Prespa is one of those examples in Europe and in Greece where human activities such as fishing, agriculture and animal husbandry have been harmonised with the natural area, in such a way as to significantly enhance the variety of its unique natural and cultural characteristics and not to degrade it. However, the socio-economic conditions and trends that have prevailed since the beginning of the 1980s have also led to uncontrolled land use in Prespa, which is one of the biggest threats to the area’s biodiversity and landscape.
Since 1997, Municipalities in Greece with a population of less than 2,000 people have been obliged to draw up studies known as Open City Spatial and Residential Organisation Plans. Aiming for an integrated and balanced geographical distribution of human activities and thus the creation of sustainable development conditions, the studies were to be drawn up based on specific specifications and in fact constituted local spatial plans.
In 2006, with its own financing the Society for the Protection of Prespa (SPP) undertook, on behalf of the Municipality of Prespa, to prepare the Prespa spatial plan study. The preparation of the plan included several stages until its completion and adoption by the competent authorities: mapping the existing situation in all sectors, mapping the legislation and plans that determine the progress of all existing activities, trends and perspectives that exist in the area, and proposals and urban planning directions for the organisation of institutionalised and urbanised residential areas.

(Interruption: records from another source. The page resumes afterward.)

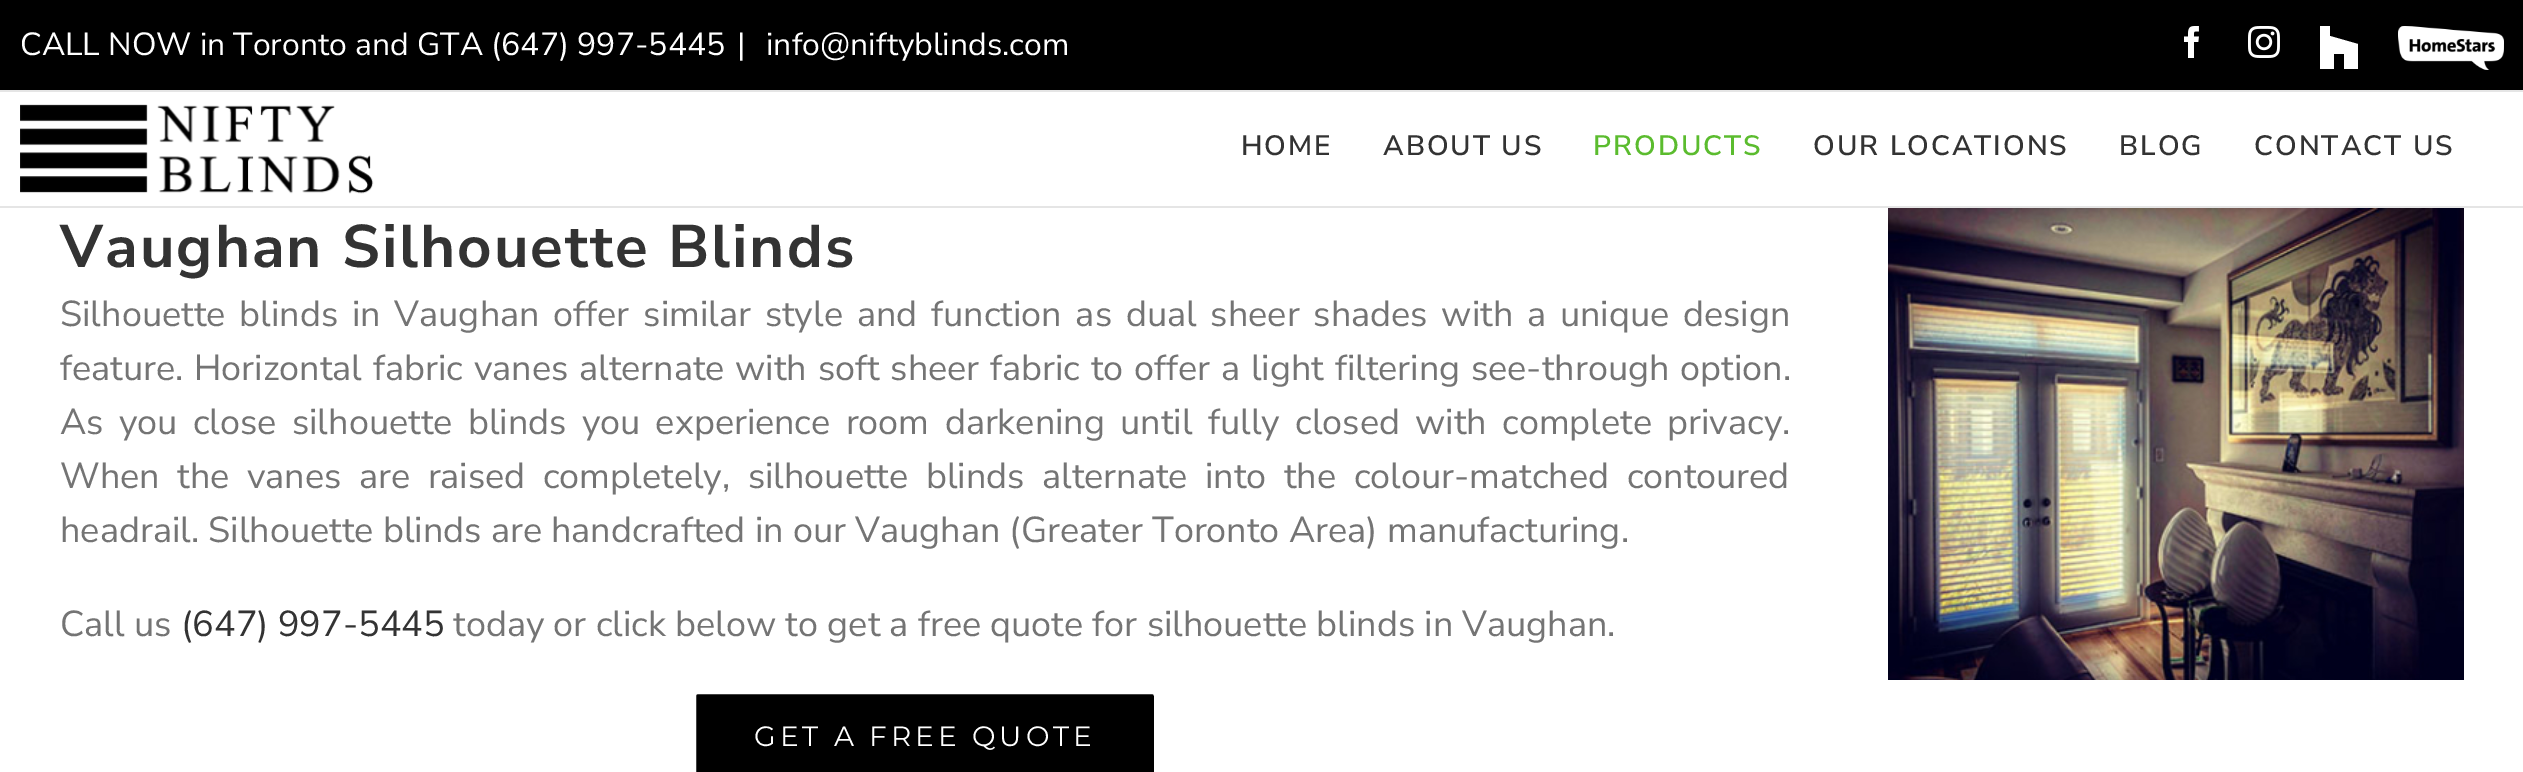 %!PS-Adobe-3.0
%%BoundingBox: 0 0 2523 772
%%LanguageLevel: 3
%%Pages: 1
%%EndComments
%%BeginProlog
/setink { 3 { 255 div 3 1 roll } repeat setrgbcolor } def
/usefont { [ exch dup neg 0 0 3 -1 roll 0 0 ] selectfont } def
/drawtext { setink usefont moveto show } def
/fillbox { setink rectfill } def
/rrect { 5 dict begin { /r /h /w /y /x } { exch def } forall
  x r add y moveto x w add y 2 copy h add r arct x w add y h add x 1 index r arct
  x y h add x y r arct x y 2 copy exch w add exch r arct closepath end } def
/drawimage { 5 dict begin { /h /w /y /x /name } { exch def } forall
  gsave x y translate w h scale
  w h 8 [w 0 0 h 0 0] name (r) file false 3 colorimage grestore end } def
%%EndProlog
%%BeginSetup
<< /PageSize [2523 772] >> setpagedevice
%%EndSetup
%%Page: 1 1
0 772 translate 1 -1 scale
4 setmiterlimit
0 0 2523 772 255 255 255 fillbox
0 0 2523 90 0 0 0 fillbox
0 90 2523 2 229 229 229 fillbox
(CALL NOW in Toronto and GTA \(647\) 997-5445) 20 55 /NunitoSans-Regular 32 255 255 255 drawtext
(|) 737 55 /NunitoSans-Regular 32 255 255 255 drawtext
(info@niftyblinds.com) 766 55 /NunitoSans-Regular 32 255 255 255 drawtext
(assets/img1.rgb) 2184 26 15 32 drawimage
(assets/img2.rgb) 2248 26 32 32 drawimage
2344 54 moveto 2334 54 lineto 2334 69 lineto 2320 69 lineto 2320 26 lineto 2330 26 lineto 2330 36 lineto 2358 44 lineto 2358 69 lineto 2344 69 lineto closepath fill
(assets/img3.rgb) 2398 26 106 44 drawimage
0 206 2523 2 229 229 229 fillbox
(assets/img4.rgb) 20 104 354 90 drawimage
/NunitoSans-SemiBold 28 usefont
51 51 51 setink
1241 155 moveto 2 0 (HOME) ashow
1383 155 moveto 2 0 (ABOUT US) ashow
91 188 46 setink
1593 155 moveto 2 0 (PRODUCTS) ashow
51 51 51 setink
1813 155 moveto 2 0 (OUR LOCATIONS) ashow
2119 155 moveto 2 0 (BLOG) ashow
2254 155 moveto 2 0 (CONTACT US) ashow
/NunitoSans-Bold 60 usefont
60 267 moveto 2 0 (Vaughan Silhouette Blinds) ashow
/NunitoSans-Regular 36 usefont
116 116 116 setink
60 326 moveto 4.6 0 32 (Silhouette blinds in Vaughan offer similar style and function as dual sheer shades with a unique design) widthshow
60 380 moveto 1.5 0 32 (feature. Horizontal fabric vanes alternate with soft sheer fabric to offer a light filtering see-through option.) widthshow
60 434 moveto 6 0 32 (As you close silhouette blinds you experience room darkening until fully closed with complete privacy.) widthshow
60 488 moveto 8.25 0 32 (When the vanes are raised completely, silhouette blinds alternate into the colour-matched contoured) widthshow
(headrail. Silhouette blinds are handcrafted in our Vaughan \(Greater Toronto Area\) manufacturing.) 60 542 /NunitoSans-Regular 36 116 116 116 drawtext
(Call us) 60 636 /NunitoSans-Regular 36 116 116 116 drawtext
(\(647\) 997-5445) 181 636 /NunitoSans-Regular 36 51 51 51 drawtext
(today or click below to get a free quote for silhouette blinds in Vaughan.) 453 636 /NunitoSans-Regular 36 116 116 116 drawtext
0 0 0 setink
695 693 460 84 3 rrect gsave fill grestore
255 255 255 setink
2 setlinewidth
stroke
/Montserrat-Regular 28 usefont
754 746 moveto 4 0 (GET A FREE QUOTE) ashow
(assets/img5.rgb) 1888 208 576 472 drawimage
showpage
%%EOF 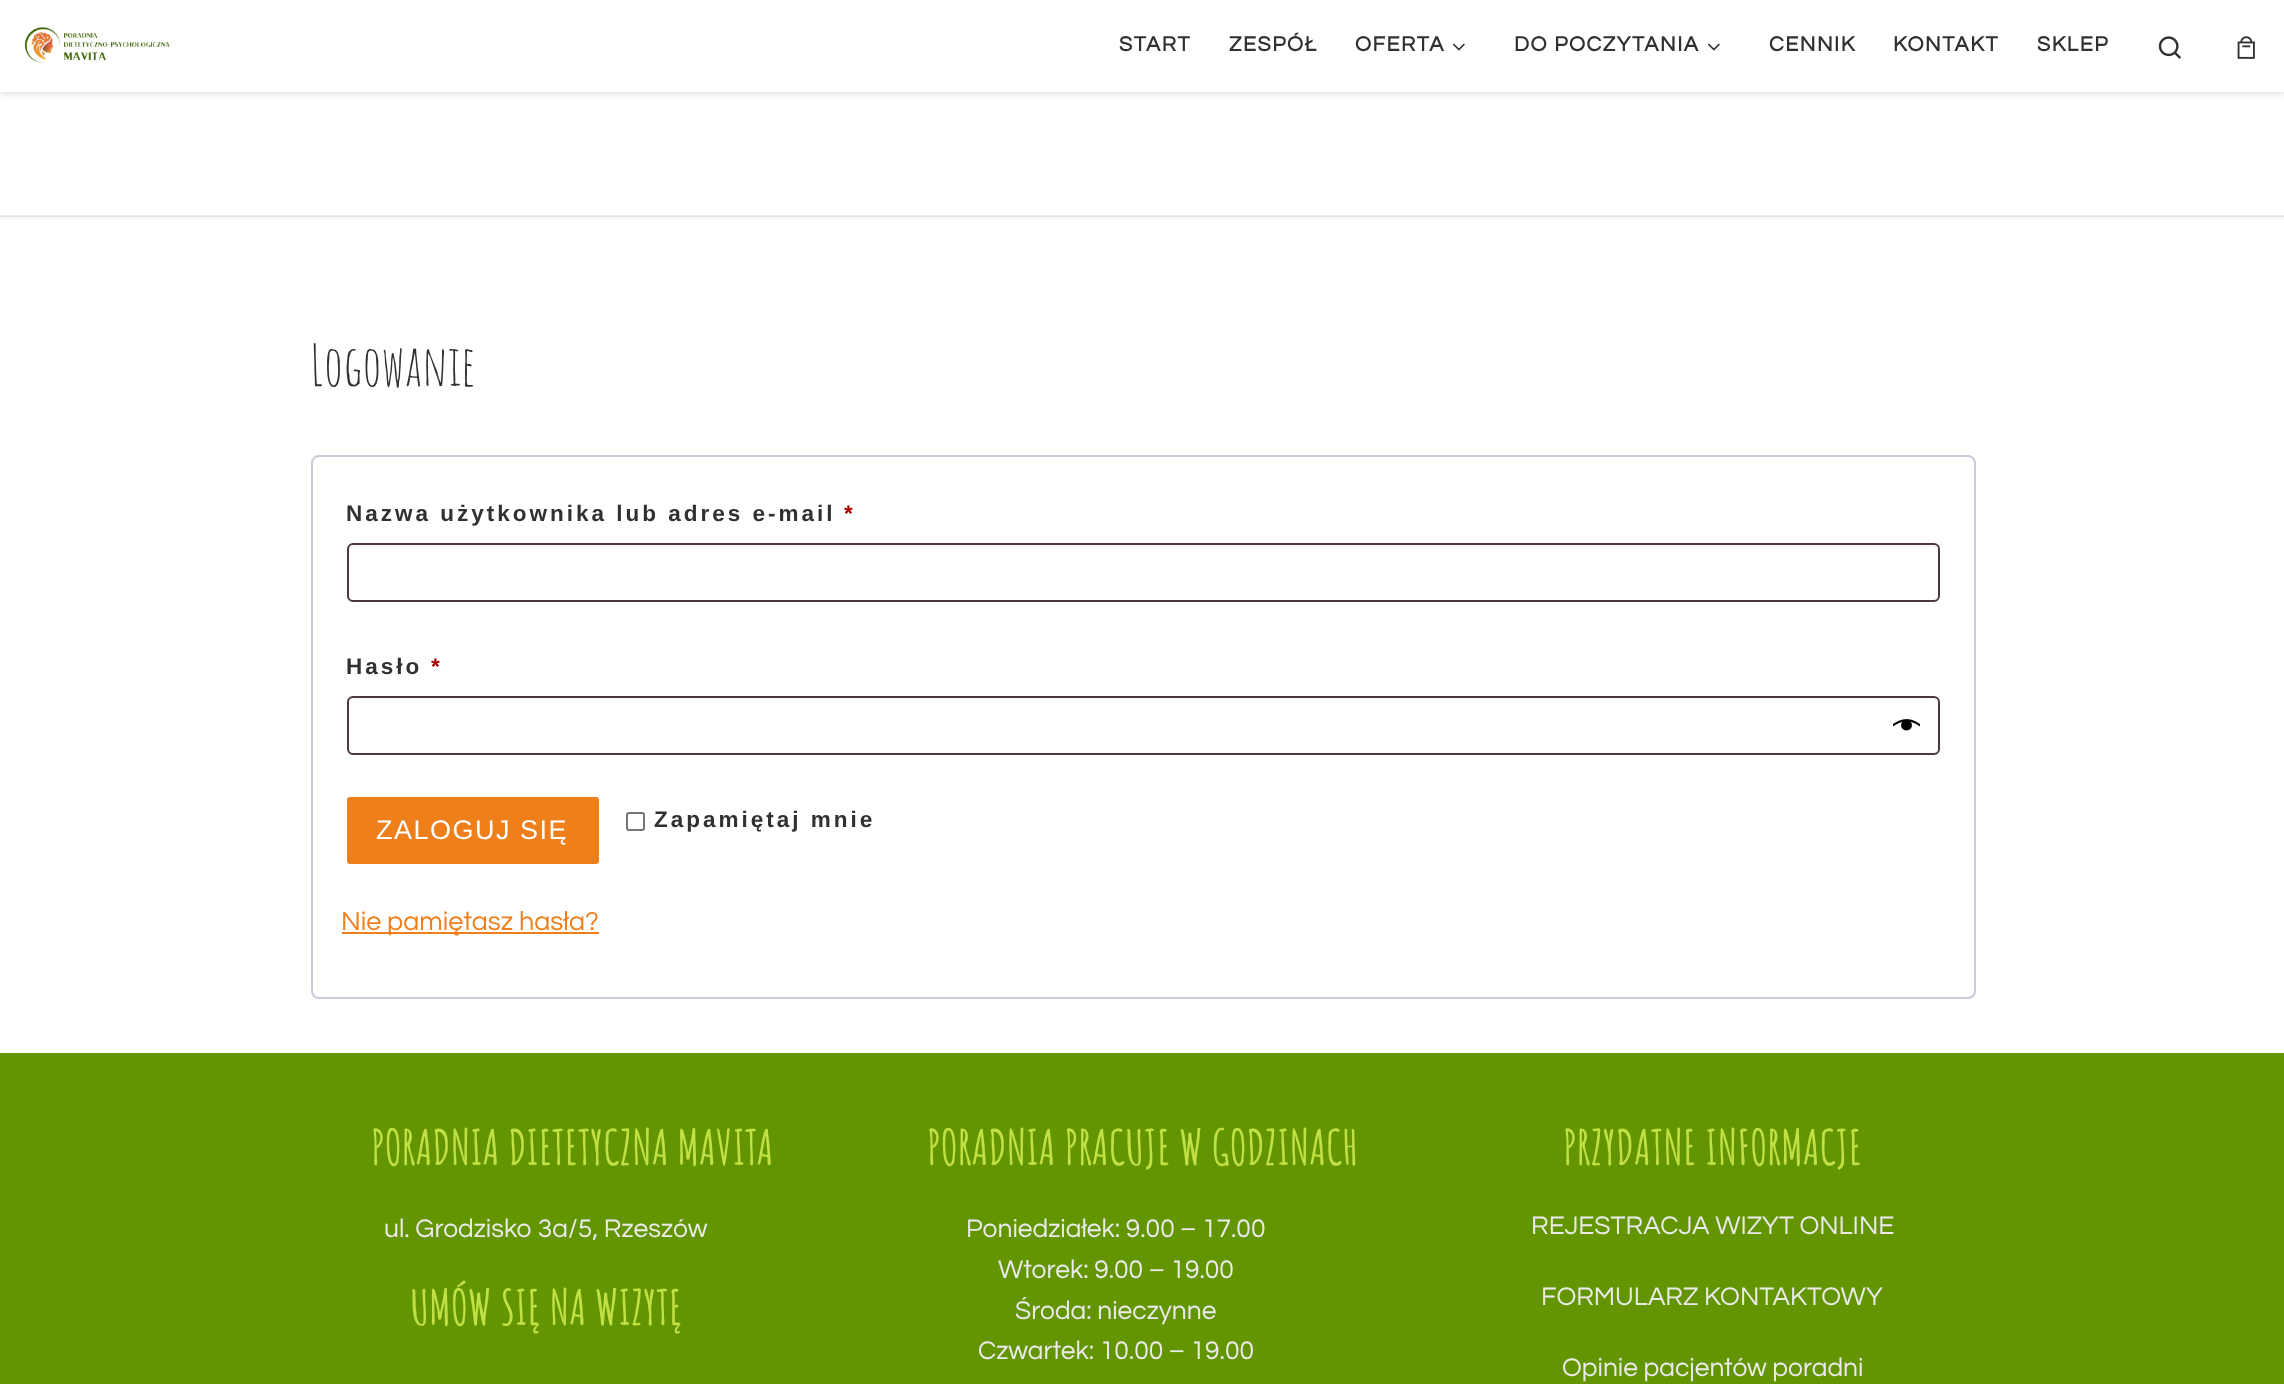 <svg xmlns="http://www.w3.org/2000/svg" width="2284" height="1384">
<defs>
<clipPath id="clip1"><rect x="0" y="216" width="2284" height="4"/></clipPath>
<clipPath id="clip2"><path d="M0 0h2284v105h-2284zm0 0h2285v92h-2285z" clip-rule="evenodd"/></clipPath>
</defs>
<rect width="100%" height="100%" fill="#fff"/>
<g clip-path="url(#clip1)">
<rect y="-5" width="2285" height="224" fill="#66666614" filter="blur(1.5px)"/>
</g>
<rect y="215" width="2284" height="2" fill="#31313117"/>
<g clip-path="url(#clip2)">
<rect width="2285" height="92" fill="#00000033" filter="blur(4px)"/>
</g>
<rect y="91" width="2284" height="1" fill="#ffffffe6"/>
<image x="24" y="27" width="146" height="36" href="media/1.png"/>
<text x="1119" y="51" style="font-family:Questrial;font-size:21.4px;font-weight:bold;letter-spacing:1.5px;fill:#303133">START</text>
<text x="1229" y="51" style="font-family:Questrial;font-size:21.4px;font-weight:bold;letter-spacing:1.5px;fill:#303133">ZESPÓŁ</text>
<text x="1355" y="51" style="font-family:Questrial;font-size:21.4px;font-weight:bold;letter-spacing:1.5px;fill:#303133">OFERTA</text>
<image x="1453" y="43" width="12" height="8" href="media/2.png"/>
<text x="1514" y="51" style="font-family:Questrial;font-size:21.4px;font-weight:bold;letter-spacing:1.5px;fill:#303133">DO POCZYTANIA</text>
<image x="1708" y="43" width="12" height="8" href="media/2.png"/>
<text x="1769" y="51" style="font-family:Questrial;font-size:21.4px;font-weight:bold;letter-spacing:1.5px;fill:#303133">CENNIK</text>
<text x="1893" y="51" style="font-family:Questrial;font-size:21.4px;font-weight:bold;letter-spacing:1.5px;fill:#303133">KONTAKT</text>
<text x="2037" y="51" style="font-family:Questrial;font-size:21.4px;font-weight:bold;letter-spacing:1.5px;fill:#303133">SKLEP</text>
<image x="2158" y="36" width="24" height="23" href="media/3.png"/>
<image x="2237" y="36" width="18" height="23" href="media/4.png"/>
<text x="310" y="386" style="font-family:Amatic SC;font-size:56px;fill:#303133">Logowanie</text>
<rect x="312" y="456" width="1663" height="542" rx="7" fill="none" stroke="#cfc8d8" stroke-width="2"/>
<text x="346" y="521" style="font-family:Liberation Sans;font-size:22.5px;font-weight:bold;letter-spacing:3px;fill:#303133">Nazwa użytkownika lub adres e-mail</text>
<text x="844" y="521" style="font-family:Liberation Sans;font-size:22.5px;font-weight:bold;letter-spacing:3px;fill:#a00">*</text>
<path d="M352 548h1582c2 0 4 2 4 4c0-3-1-7-5-7h-1580c-4 0-5 4-5 7c0-2 2-4 4-4z" fill="#f9f9f9"/>
<rect x="348" y="544" width="1591" height="57" rx="5" fill="none" stroke="#200707cc" stroke-width="2"/>
<text x="346" y="674" style="font-family:Liberation Sans;font-size:22.5px;font-weight:bold;letter-spacing:3px;fill:#303133">Hasło</text>
<text x="431" y="674" style="font-family:Liberation Sans;font-size:22.5px;font-weight:bold;letter-spacing:3px;fill:#a00">*</text>
<path d="M352 700h1582c2 0 4 3 4 5c0-3-1-7-5-7h-1580c-4 0-5 4-5 7c0-2 2-5 4-5z" fill="#f9f9f9"/>
<rect x="348" y="697" width="1591" height="57" rx="5" fill="none" stroke="#200707cc" stroke-width="2"/>
<image x="1893" y="719" width="27" height="12" href="media/5.png"/>
<rect x="348.5" y="798.5" width="249" height="64" rx="1.5" fill="#ee7f1b" stroke="#ee7f1b" stroke-width="3"/>
<text x="376" y="839" style="font-family:Liberation Sans;font-size:27px;letter-spacing:1.5px;fill:#fff">ZALOGUJ SIĘ</text>
<rect x="627" y="813" width="17" height="17" rx="2" fill="none" stroke="#767676" stroke-width="2"/>
<text x="654" y="827" style="font-family:Liberation Sans;font-size:22.5px;font-weight:bold;letter-spacing:3px;fill:#303133">Zapamiętaj mnie</text>
<rect x="342" y="932" width="257" height="2" fill="#ee7f1b"/>
<text x="341" y="930" style="font-family:Questrial;font-size:27px;fill:#ee7f1b">Nie pamiętasz hasła?</text>
<rect y="1053" width="2284" height="331" fill="#639500"/>
<text x="371" y="1165" style="font-family:Amatic SC;font-size:48px;font-weight:bold;fill:#c0e043">PORADNIA DIETETYCZNA MAVITA</text>
<text x="384" y="1237" style="font-family:Questrial;font-size:26.4px;fill:#eaeaea">ul. Grodzisko 3a/5, Rzeszów</text>
<text x="410" y="1325" style="font-family:Amatic SC;font-size:48px;font-weight:bold;fill:#c0e043">UMÓW SIĘ NA WIZYTĘ</text>
<text x="927" y="1165" style="font-family:Amatic SC;font-size:48px;font-weight:bold;fill:#c0e043">PORADNIA PRACUJE W GODZINACH</text>
<text x="966" y="1237" style="font-family:Questrial;font-size:26.4px;fill:#eaeaea">Poniedziałek: 9.00 – 17.00</text>
<text x="998" y="1278" style="font-family:Questrial;font-size:26.4px;fill:#eaeaea">Wtorek: 9.00 – 19.00</text>
<text x="1015" y="1319" style="font-family:Questrial;font-size:26.4px;fill:#eaeaea">Środa: nieczynne</text>
<text x="978" y="1359" style="font-family:Questrial;font-size:26.4px;fill:#eaeaea">Czwartek: 10.00 – 19.00</text>
<text x="1563" y="1165" style="font-family:Amatic SC;font-size:48px;font-weight:bold;fill:#c0e043">PRZYDATNE INFORMACJE</text>
<text x="1531" y="1234" style="font-family:Questrial;font-size:26.4px;fill:#eaeaea">REJESTRACJA WIZYT ONLINE</text>
<text x="1541" y="1305" style="font-family:Questrial;font-size:26.4px;fill:#eaeaea">FORMULARZ KONTAKTOWY</text>
<text x="1562" y="1376" style="font-family:Questrial;font-size:26.4px;fill:#eaeaea">Opinie pacjentów poradni</text>
</svg>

The study, and especially the last part of the zoning planners’ proposals for the zoning organisation of the Municipality of Prespa, went through many years of local consultation between 2008 and 2014. At that time, the boundaries of the municipality had changed as well as the relevant legislation and this had the result that the final phase, where the proposals as formulated in the consultation stage take the form of a legal text for approval, has not yet been implemented.